I have two other kids…I can do this! I’m smart….I can do this! I am very strong and very capable…I can do this! For crying out loud, I’ve got advanced degrees….I can do this! People come to me for advice… why can’t I do this?!

A moment passed as I alternated between glaring at my husband trying to intervene and my child who was screaming and screeching in away that sounded like the odd mix of a prehistoric avian dinosaur and a banshee. Finally, I broke. I handed him the baby; I was a near blubbering mess on the couch.

Something important happened in that brief moment in time, prior to me giving my husband the baby. Another voice--louder than the first (my own)--pierced through the chaos of the mental and emotional power struggle I was engaged in. This voice said to me, “It’s okay to admit defeat here. You are justified by faith apart from works. I love you even now.” It wasn’t the literal voice of God but it was God speaking through the Gospel that I hear weekly to me, through the very theology I study on a (near) daily basis.

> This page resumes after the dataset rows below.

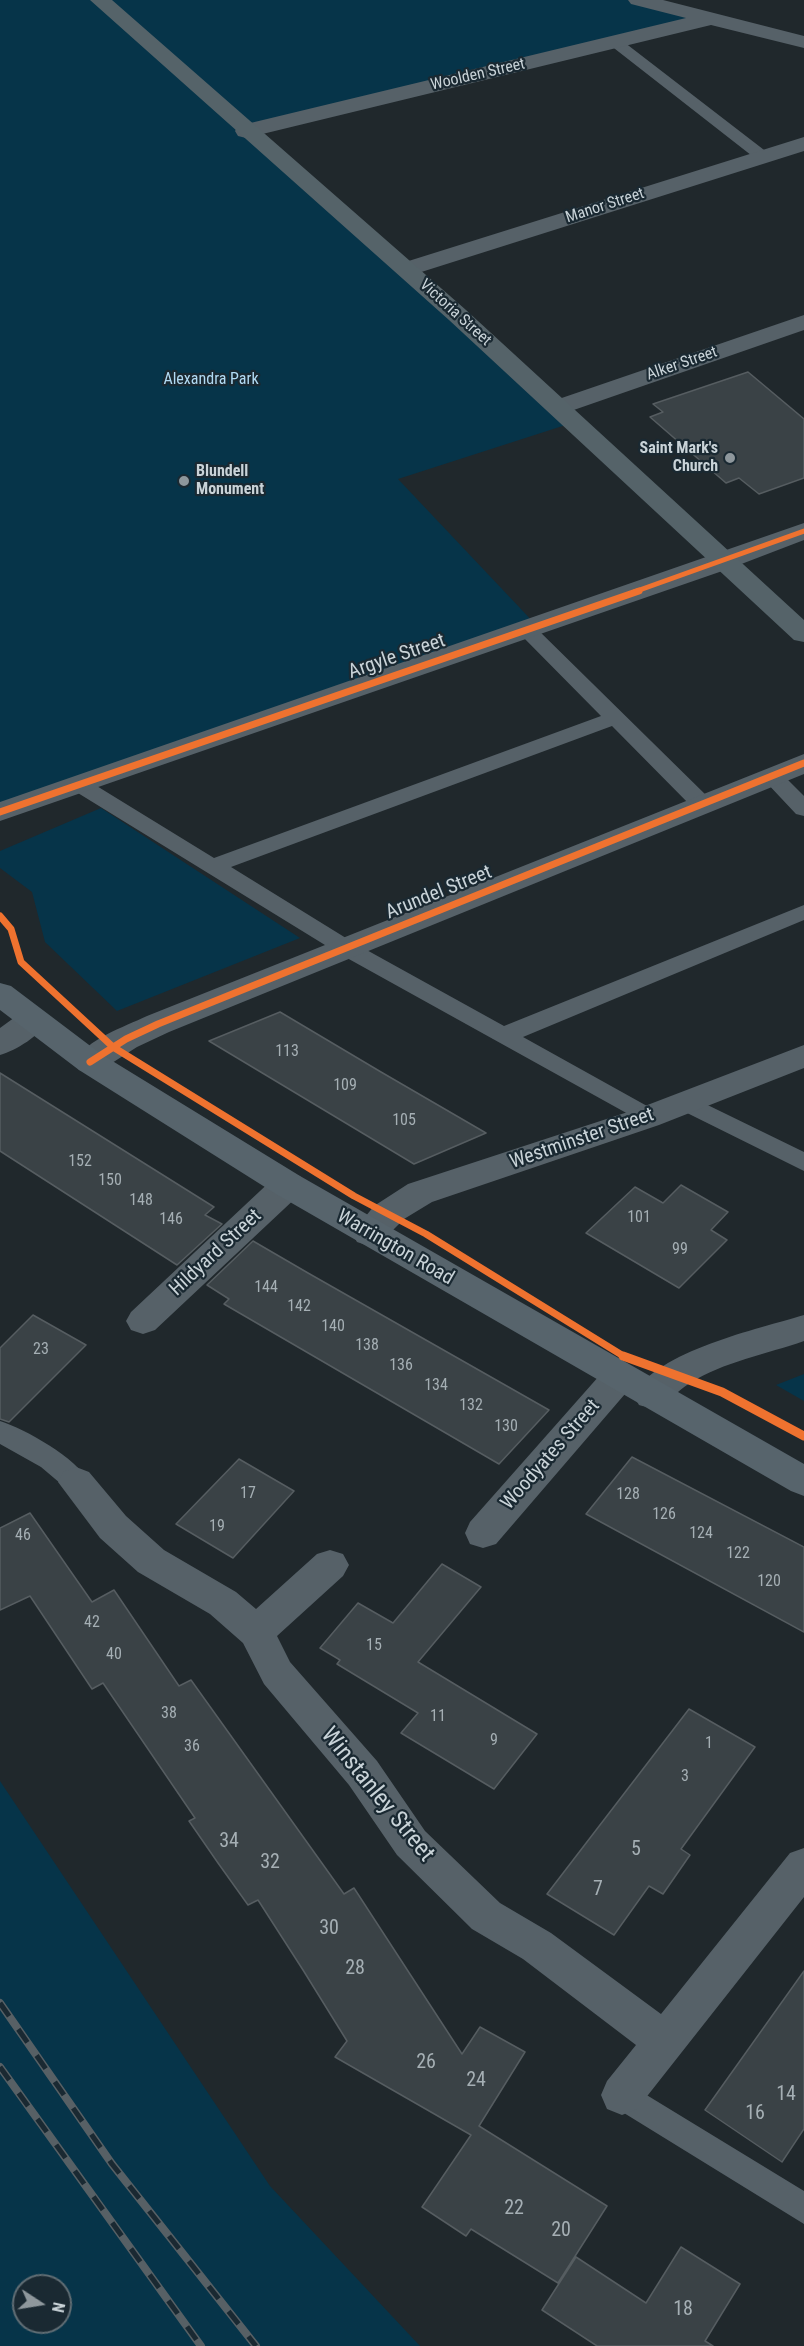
<!DOCTYPE html>
<style>
body{margin:0}
#map{position:relative;width:804px;height:2346px;overflow:hidden;background:#20282c;font-family:"Roboto Condensed",sans-serif}
canvas{display:block}
.north{position:absolute;left:12px;top:2274px;width:60px;height:60px;box-sizing:border-box;background:#1a2932;border:2px solid #606d74;border-radius:50%;rotate:102deg;font-size:16px;font-weight:700;line-height:24px;text-align:center;color:#c9d3d8}
.north::after{content:'';display:block;margin:auto;width:21px;height:27px;background:#8e979c;clip-path:polygon(50% 0,100% 100%,50% 72%,0 100%)}
</style>
<div id="map">
<canvas width="804" height="2346"></canvas>
<div class="north">N</div>
</div>
<script>
const ctx = document.querySelector('canvas').getContext('2d');
ctx.lineJoin = 'round';
function fill(path, color) { ctx.fillStyle = color; ctx.fill(path, 'evenodd'); }
function stroke(path, color, width, dash) { ctx.strokeStyle = color; ctx.lineWidth = width; ctx.lineCap = dash ? 'butt' : 'round'; ctx.setLineDash(dash || []); ctx.stroke(path); }
function label(font, color, halo, rows, align = 'center') {
  ctx.font = font + ' "Roboto Condensed",sans-serif'; ctx.lineWidth = 4.5; ctx.setLineDash([]); ctx.textBaseline = 'middle'; ctx.strokeStyle = halo; ctx.fillStyle = color; for (const [text, x, y, turn = 0] of rows) {
    ctx.save(); ctx.translate(x, y); ctx.rotate((+turn || 0) * Math.PI / 180); ctx.textAlign = isNaN(turn) ? turn : align; if (halo) ctx.strokeText(text, 0, 0); ctx.fillText(text, 0, 0); ctx.restore();
  }
}
fill(new Path2D(`
 M0 0H638L710 19 246 131 575 422 398 479 537 626 0 809Z
 M101 808 300 938 117 1011 45 942 32 892 0 868V851Z
 M804 1374V1401L776 1385Z
 M0 1781 270 2186 420 2346H0ZM24 2286H60V2322H24Z`), '#063449');
const building = new Path2D(`
 M748 372 804 419V478L759 494 739 478 726 483 650 417 663 412 653 404Z
 M280 1012 381 1072 486 1133 414 1164 209 1041Z
 M0 1073 214 1207 205 1215 222 1224 177 1265 0 1151Z
 M681 1185 728 1212 711 1230 727 1240 679 1288 586 1233 635 1187 663 1203Z
 M253 1241 308 1273 549 1410 499 1464 224 1304 229 1299 207 1285Z
 M33 1315 86 1345 9 1422 0 1419V1348Z
 M632 1457 804 1547V1632L586 1514Z
 M239 1459 294 1491 233 1558 176 1524Z
 M30 1513 92 1602 114 1590 179 1686 191 1680 344 1894 354 1888 462 2054 480 2027 525 2052 479 2126 607 2206 558 2283 471 2229 466 2236 422 2207 471 2135 335 2057 347 2041 303 1970 258 1900 248 1905 218 1863 189 1821 195 1818 103 1683 92 1689 30 1596 0 1610V1528Z
 M442 1564 481 1587 418 1662 537 1734 494 1789 401 1733 418 1713 337 1664 340 1660 320 1648 358 1603 393 1623Z
 M689 1709 755 1747 681 1849 690 1855 663 1894 649 1886 614 1935 547 1894Z
 M804 1971V2129L782 2162 705 2110Z
 M681 2247 740 2284 705 2341 713 2346H597L542 2310 576 2257 646 2303Z`);
fill(building, '#3a4246');
stroke(building, '#565d61', 1.5);
fill(new Path2D(`
 M615 37 620 39 768 153 770 156 768 159H756L610 45 607 42Z
 M527 624 534 626 710 799 713 804 710 809H694L612 726 231 867 354 943 504 1026 804 905V920L523 1037 656 1111 660 1117 656 1123 648 1125 338 953 73 790 69 785 73 780H87L214 858 601 716 520 634 517 630 520 626Z
 M772 769 779 771 804 796V816L796 814 765 781 761 776 765 771Z
 M685 1094 804 1152V1171L677 1108 673 1102 677 1096Z
 M0 1421C25 1429 77 1458 89 1482L85 1489 76 1493 67 1489 41 1467 0 1444Z
 M622 2080 804 2191V2224L611 2105 607 2095 611 2085Z`), '#566168');
fill(new Path2D(`
 M628 0H663L804 36V48L711 25 246 138 238 136 235 131 238 126 686 18 631 4Z
 M804 137V151L415 274H399L395 269 399 264Z
 M804 315V330L568 412 559 415 550 412 546 407 550 402Z
 M804 523V540L731 568 0 821V802Z
 M804 754V774L169 1032 137 1047 101 1070 90 1073 79 1070 74 1062C87 1039 124 1027 147 1016Z
 M33 1009 44 1012 49 1020C39 1036 17 1050 0 1055V1028L22 1012Z
 M804 1045V1068L659 1125 432 1202 404 1219 381 1242 369 1246 357 1242 352 1233 374 1206 408 1184 637 1109Z
 M288 1173 300 1176 305 1185 300 1194 155 1330 143 1334 131 1330 126 1321 131 1312 276 1176Z
 M804 1315V1341C767 1354 723 1362 690 1383 670 1395 665 1413 639 1405L633 1395C657 1351 758 1329 804 1315Z
 M619 1363 631 1367 637 1377 631 1387 496 1544 483 1548 470 1544 465 1533 470 1522 607 1367Z
 M76 1467 89 1472 126 1516 164 1550 236 1592 256 1609 317 1554 330 1550 343 1554 349 1565 343 1576 277 1636 290 1662 377 1761 425 1831 500 1903 551 1933 661 2014 790 1853 804 1848V1897L637 2109 622 2115 607 2109 601 2095 607 2081 636 2045 523 1959 472 1929 397 1855 349 1785 264 1684 243 1643 210 1614 138 1572 100 1538 58 1482 63 1472Z`), '#566168');
fill(new Path2D(`
 M0 983 11 986 101 1054 300 1176 804 1464V1496L791 1491 276 1194 79 1070 0 1010Z`), '#57646c');
fill(new Path2D(`
 M90 0H112L466 310 804 620V642L794 640 449 320Z`), '#556369');
const rail = new Path2D(`
 M0 2003 112 2164 256 2346
 M0 2067 201 2346`);
stroke(rail, '#576065', 8);
stroke(rail, '#1a2932', 5, [16]);
stroke(new Path2D(`
 M634 592 804 531`), '#ef722f', 5);
stroke(new Path2D(`
 M0 812 639 591
 M0 916 11 929 21 962 113 1047 354 1196 426 1234 625 1357
 M90 1062 126 1039 158 1024 804 763`), '#ef722f', 7);
stroke(new Path2D(`
 M623 1356 722 1392 804 1436`), '#ef722f', 9);
for (const [x, y, r, color] of [
 [730,458,6,"#8e979c"],
 [184,481,6,"#8e979c"]
]) { const dot = new Path2D(); dot.arc(x, y, r, 0, 2 * Math.PI); ctx.fillStyle = color; ctx.fill(dot); stroke(dot, '#1a2932', 2); }
label('16px', '#c9d3d8', '#1a2932', [
 ["Woolden Street",478,75,-13],
 ["Manor Street",605,206,-18],
 ["Victoria Street",455,313,42],
 ["Alker Street",682,364,-19]
]);
label('16px', '#b1daf3', '#1a2932', [
 ["Alexandra Park",211,380]
]);
label('bold 16px', '#c9d3d8', '#1a2932', [
 ["Saint Mark's",718,449],
 ["Church",718,467],
 ["Blundell",196,472,"left"],
 ["Monument",196,490,"left"]
], 'right');
label('16px', '#a5afb4', null, [
 ["113",287,1052],
 ["109",345,1086],
 ["105",404,1121],
 ["152",80,1162],
 ["150",110,1181],
 ["148",141,1201],
 ["101",639,1218],
 ["146",171,1220],
 ["99",680,1250],
 ["144",266,1288],
 ["142",299,1307],
 ["140",333,1327],
 ["138",367,1346],
 ["23",41,1350],
 ["136",401,1366],
 ["134",436,1386],
 ["132",471,1406],
 ["130",506,1427],
 ["17",248,1494],
 ["128",628,1495],
 ["126",664,1515],
 ["19",217,1527],
 ["124",701,1534],
 ["46",23,1536],
 ["122",738,1554],
 ["120",769,1582],
 ["42",92,1623],
 ["15",374,1646],
 ["40",114,1655],
 ["38",169,1714],
 ["11",438,1717],
 ["9",494,1741],
 ["1",709,1744],
 ["36",192,1747],
 ["3",685,1777]
]);
label('20px', '#c9d3d8', '#1a2932', [
 ["Argyle Street",397,657,-19],
 ["Arundel Street",439,893,-22],
 ["Westminster Street",582,1139,-19],
 ["Warrington Road",395,1248,30],
 ["Hildyard Street",216,1253,-43],
 ["Woodyates Street",551,1455,-49]
]);
label('20px', '#a5afb4', null, [
 ["34",229,1842],
 ["5",636,1850],
 ["32",270,1863],
 ["7",598,1890],
 ["30",329,1929],
 ["28",355,1969],
 ["26",426,2063],
 ["24",476,2081],
 ["14",786,2095],
 ["16",755,2114],
 ["22",514,2209],
 ["20",561,2231],
 ["18",683,2310]
]);
label('24px', '#c9d3d8', '#1a2932', [
 ["Winstanley Street",377,1795,51]
]);
</script>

You see, I was very much out of control; my pride was very much in a power struggle with the facts: I needed to hand that baby over. I couldn’t get myself under control, I couldn’t get her to stop crying, I couldn’t do anything. Intervention had to occur to ensure her safety (my husband did the right thing). There is only one message in the entire world that frees us up to confess our lack of control, to admit our failure, that says pride be damned, I need help! And that message is the Gospel; the gospel message about Jesus Christ, our saviour, and his life, death, resurrection, and ascension. It is only in hearing this message that I am freed to confess my helplessness, my utter helplessness.

There is only one message in the entire world that frees us up to confess our lack of control

“But the words ‘it was counted to him’ were not written for his sake alone, but for ours also. It will be counted to us who believe in him who raised from the dead Jesus our Lord, who was delivered up for our trespasses and raised for our justification.” (Romans 4:23-25)

“Victory over sin and death does not come by the works of the Law or by our will; therefore it comes by Jesus Christ alone” (Luther).

I am justified apart from works because of what Christ has done for me. And in being justified apart from works and hearing that it is finished (really, all of it) in Christ, I am freed from the shackles of having to perform, from having to be in control, from my pride and freed to confess help! (Help from my saviour and from my neighbor!) The Gospel is the word that carries us through those dark moments, any other word (especially the word of the Law) fails and miserably so; and this is why we never cease in proclaiming this word over and over again. It truly is the light in the darkness and the firm ground under our feet.